Baleine échouée à Muanda : la ministre de l’Environnement donne les raisons de son enfouissement rapide

L’actualité en RDC reste encore dominée par la baleine qui s’est échouée dans la ville de Moanda, au Kongo-Central, et surtout par son enfouissement qui, selon plusieurs experts scientifiques, n’aurait dû intervenir qu’après des investigations approfondies afin de comprendre les causes de la mort de l’animal et de préserver les données scientifiques qu’il représente.

À ce sujet, la ministre de l’Environnement, Marie Nyange Ndambo, a expliqué au cours du briefing presse d’hier mardi 7 juillet 2026 organisé par le porte-parole du Gouvernement, que les baleines perdent parfois leur orientation et se retrouvent piégées sur des bancs de sable. En principe, dans de telles circonstances, a-t-elle précisé, il faut leur porter assistance en les remettant à l’eau à l’aide d’équipements appropriés. Toutefois, il s’agit d’une première expérience en RDC qui est malheureusement survenue à un moment où le pays ne disposait pas du matériel requis pour une telle opération.

« Une baleine se décompose rapidement et nous ne pouvions pas conserver sa carcasse longtemps au risque de mettre la communauté en danger. Une fois morte, cet animal produit des gaz toxiques particulièrement nuisibles à la santé. Il fallait donc nous en débarrasser rapidement et tirer les leçons de cette expérience afin d’être mieux préparés à l’avenir », a-t-elle déclaré.

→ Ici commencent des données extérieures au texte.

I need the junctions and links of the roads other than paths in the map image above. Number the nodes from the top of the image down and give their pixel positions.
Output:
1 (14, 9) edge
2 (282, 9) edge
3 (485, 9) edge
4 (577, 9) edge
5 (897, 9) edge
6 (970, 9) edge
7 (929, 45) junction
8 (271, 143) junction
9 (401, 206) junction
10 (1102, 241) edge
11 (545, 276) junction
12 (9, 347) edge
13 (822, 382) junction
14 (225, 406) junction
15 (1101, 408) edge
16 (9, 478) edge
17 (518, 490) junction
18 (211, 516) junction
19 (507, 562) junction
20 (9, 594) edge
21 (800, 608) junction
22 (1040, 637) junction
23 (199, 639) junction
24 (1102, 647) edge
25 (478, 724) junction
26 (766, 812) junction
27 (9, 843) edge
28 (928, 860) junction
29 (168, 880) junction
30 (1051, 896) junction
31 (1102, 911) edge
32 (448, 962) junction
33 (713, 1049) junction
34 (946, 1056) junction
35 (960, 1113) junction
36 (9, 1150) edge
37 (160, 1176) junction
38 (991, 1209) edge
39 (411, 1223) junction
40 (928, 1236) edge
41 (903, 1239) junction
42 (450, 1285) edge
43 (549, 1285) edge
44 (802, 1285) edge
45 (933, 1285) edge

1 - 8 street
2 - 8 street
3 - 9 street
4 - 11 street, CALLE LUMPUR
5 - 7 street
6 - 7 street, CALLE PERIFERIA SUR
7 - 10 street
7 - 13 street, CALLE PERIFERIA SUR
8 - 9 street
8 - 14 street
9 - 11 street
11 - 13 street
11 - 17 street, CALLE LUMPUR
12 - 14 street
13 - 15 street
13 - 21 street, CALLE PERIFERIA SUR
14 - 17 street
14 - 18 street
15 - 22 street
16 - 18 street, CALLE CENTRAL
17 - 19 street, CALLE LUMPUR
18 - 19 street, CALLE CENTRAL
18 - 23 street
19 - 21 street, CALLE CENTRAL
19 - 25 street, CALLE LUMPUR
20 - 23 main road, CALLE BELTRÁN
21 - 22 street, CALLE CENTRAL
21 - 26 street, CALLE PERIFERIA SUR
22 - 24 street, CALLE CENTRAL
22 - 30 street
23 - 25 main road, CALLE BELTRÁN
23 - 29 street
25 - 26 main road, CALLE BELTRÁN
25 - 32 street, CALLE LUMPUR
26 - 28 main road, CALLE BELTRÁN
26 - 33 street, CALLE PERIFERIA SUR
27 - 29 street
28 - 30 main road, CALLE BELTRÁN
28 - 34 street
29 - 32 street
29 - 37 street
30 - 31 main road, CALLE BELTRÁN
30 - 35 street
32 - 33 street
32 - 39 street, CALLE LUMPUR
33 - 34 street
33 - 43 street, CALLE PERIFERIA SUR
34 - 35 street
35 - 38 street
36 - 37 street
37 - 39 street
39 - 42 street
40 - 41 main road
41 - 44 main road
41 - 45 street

Selon la ministre, la décomposition d’un animal aussi massif attire des bactéries, des insectes et des charognards. Cette situation peut provoquer de fortes odeurs et présenter des risques pour la santé publique. Par ailleurs, durant sa décomposition, la carcasse produit d’importantes quantités de gaz, notamment du méthane et du sulfure d’hydrogène.

« Une baleine peut gonfler considérablement et, dans de rares cas, se rompre brutalement sous la pression de ces gaz », a-t-elle fait savoir, tout en rappelant que cette carcasse en décomposition peut également altérer temporairement la qualité de l’eau et du sol à proximité, particulièrement dans les zones fréquentées par la population.

Pour des raisons de sécurité publique, a affirmé la ministre de l’Environnement, il fallait procéder rapidement à son enfouissement, les curieux pouvant être tentés de s’approcher ou de toucher l’animal, ce qui n’est pas recommandé en raison des risques sanitaires liés à sa décomposition.

Par ailleurs, elle a rassuré que les experts pourraient revenir ultérieurement sur le site afin de récupérer, par exemple, les ossements de l’animal après sa décomposition. Ceux-ci pourraient alors faire l’objet d’analyses scientifiques nécessaires pour déterminer les causes de sa mort, notamment grâce à des prélèvements ou à une étude nécropsique.